Clinical and Radiological Outcomes of Acute Acromioclavicular Joint Dislocation: Comparison of Hook Plate Fixation with Single Tight Rope Technique
10.5397/cise.2017.20.3.153
- Author:
Sung Hyun LEE
1
;
Jeong Woo KIM
;
Seng Hwan KOOK
Author Information
1. Institute of Wonkwang Medical Science and Department of Orthopedic Surgery, Wonkwang University Hospital, Iksan, Korea. serina@wonkwang.ac.kr
- Publication Type:Comparative Study
- Keywords:
Acromioclavicular joint;
Acute separation;
Arthroscopic stabilization;
Tight rope technique;
Clavicular hook plate
- MeSH:
Acromioclavicular Joint;
Dislocations;
Elbow;
Humans;
Joints;
Osteolysis;
Range of Motion, Articular;
Recurrence;
Retrospective Studies;
Shoulder;
Surgeons
- From:Journal of the Korean Shoulder and Elbow Society
2017;20(3):153-161
- CountryRepublic of Korea
- Language:English
-
Abstract:
BACKGROUND: This study was conducted to compare the clinical and radiological outcomes of the locking hook plate fixation (HP) technique and the single tight rope (TR) technique applied for acute high-grade acromioclavicular (AC) joint separations.
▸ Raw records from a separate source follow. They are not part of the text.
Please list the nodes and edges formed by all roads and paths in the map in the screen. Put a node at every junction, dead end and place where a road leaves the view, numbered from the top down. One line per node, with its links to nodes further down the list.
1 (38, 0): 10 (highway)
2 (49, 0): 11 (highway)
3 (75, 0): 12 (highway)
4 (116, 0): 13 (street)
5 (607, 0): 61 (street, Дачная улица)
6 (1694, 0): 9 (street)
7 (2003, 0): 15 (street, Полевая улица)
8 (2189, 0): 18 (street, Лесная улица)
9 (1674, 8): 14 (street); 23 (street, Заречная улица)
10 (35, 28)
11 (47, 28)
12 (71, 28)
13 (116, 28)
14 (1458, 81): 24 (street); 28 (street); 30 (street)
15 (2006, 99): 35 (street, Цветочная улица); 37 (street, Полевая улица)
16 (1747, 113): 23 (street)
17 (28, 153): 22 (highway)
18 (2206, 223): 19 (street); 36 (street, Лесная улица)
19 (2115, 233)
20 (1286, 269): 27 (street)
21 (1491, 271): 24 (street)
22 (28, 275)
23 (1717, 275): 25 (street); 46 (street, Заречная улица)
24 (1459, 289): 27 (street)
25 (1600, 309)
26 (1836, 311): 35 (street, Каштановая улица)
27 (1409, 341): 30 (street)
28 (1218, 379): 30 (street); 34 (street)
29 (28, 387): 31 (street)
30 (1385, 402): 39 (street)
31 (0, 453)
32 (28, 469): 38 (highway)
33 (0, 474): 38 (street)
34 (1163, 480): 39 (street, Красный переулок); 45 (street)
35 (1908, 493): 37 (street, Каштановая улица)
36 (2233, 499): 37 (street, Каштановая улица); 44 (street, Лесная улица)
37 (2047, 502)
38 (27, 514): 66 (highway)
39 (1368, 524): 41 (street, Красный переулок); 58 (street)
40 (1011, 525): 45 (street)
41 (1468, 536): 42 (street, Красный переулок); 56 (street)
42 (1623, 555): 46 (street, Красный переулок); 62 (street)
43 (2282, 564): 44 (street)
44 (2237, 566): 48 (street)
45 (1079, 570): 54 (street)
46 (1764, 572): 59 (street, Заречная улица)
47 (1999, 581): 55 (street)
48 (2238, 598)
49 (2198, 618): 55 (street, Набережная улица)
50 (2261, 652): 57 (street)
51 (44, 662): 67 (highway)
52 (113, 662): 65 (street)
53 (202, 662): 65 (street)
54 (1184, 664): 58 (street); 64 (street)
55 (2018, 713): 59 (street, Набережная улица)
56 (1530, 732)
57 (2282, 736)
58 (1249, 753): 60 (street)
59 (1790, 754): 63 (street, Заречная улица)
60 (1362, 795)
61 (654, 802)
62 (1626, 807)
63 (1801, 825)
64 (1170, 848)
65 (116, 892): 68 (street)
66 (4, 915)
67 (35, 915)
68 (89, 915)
METHODS: Between 2009 and 2014, 135 consecutive patients with acute AC joint separation Rockwood types III, IV, and V were subjected to surgical reconstruction. One hundred fourteen patients (84.4%) were available for retrospective evaluation. Of them, 62 and 52 were treated using the single TR group and clavicular HP group techniques, respectively. The visual analogue scale, Constant, American Shoulder and Elbow Surgeons (ASES), and Taft scores were used for clinical assessment. Postoperative shoulder range of motion was also assessed. An anteroposterior radiograph of the coracoclavicular distance (CCD) was obtained to evaluate the radiographic signs of recurrence. RESULTS: The TR group patients had better Constant, ASES, and Taft scores than the HP group patients. The loss of reduction in terms of the CCD did not differ between groups. Subacromial osteolysis was observed in 34.6% of the cases in the HP group. However, there were no significant differences in the clinical outcomes between the patients with and without osteolysis in the HP group. Subcoracoid osteolysis, drill tunnel widening, and metal displacement were observed in 3.2%, 22.6%, and 4.8% of the cases in the TR group, respectively. CONCLUSIONS: The single TR technique was relatively more effective at treating acute high-grade AC joint injuries than the HP fixation technique (level of evidence: therapeutic; retrospective comparative study, Level III).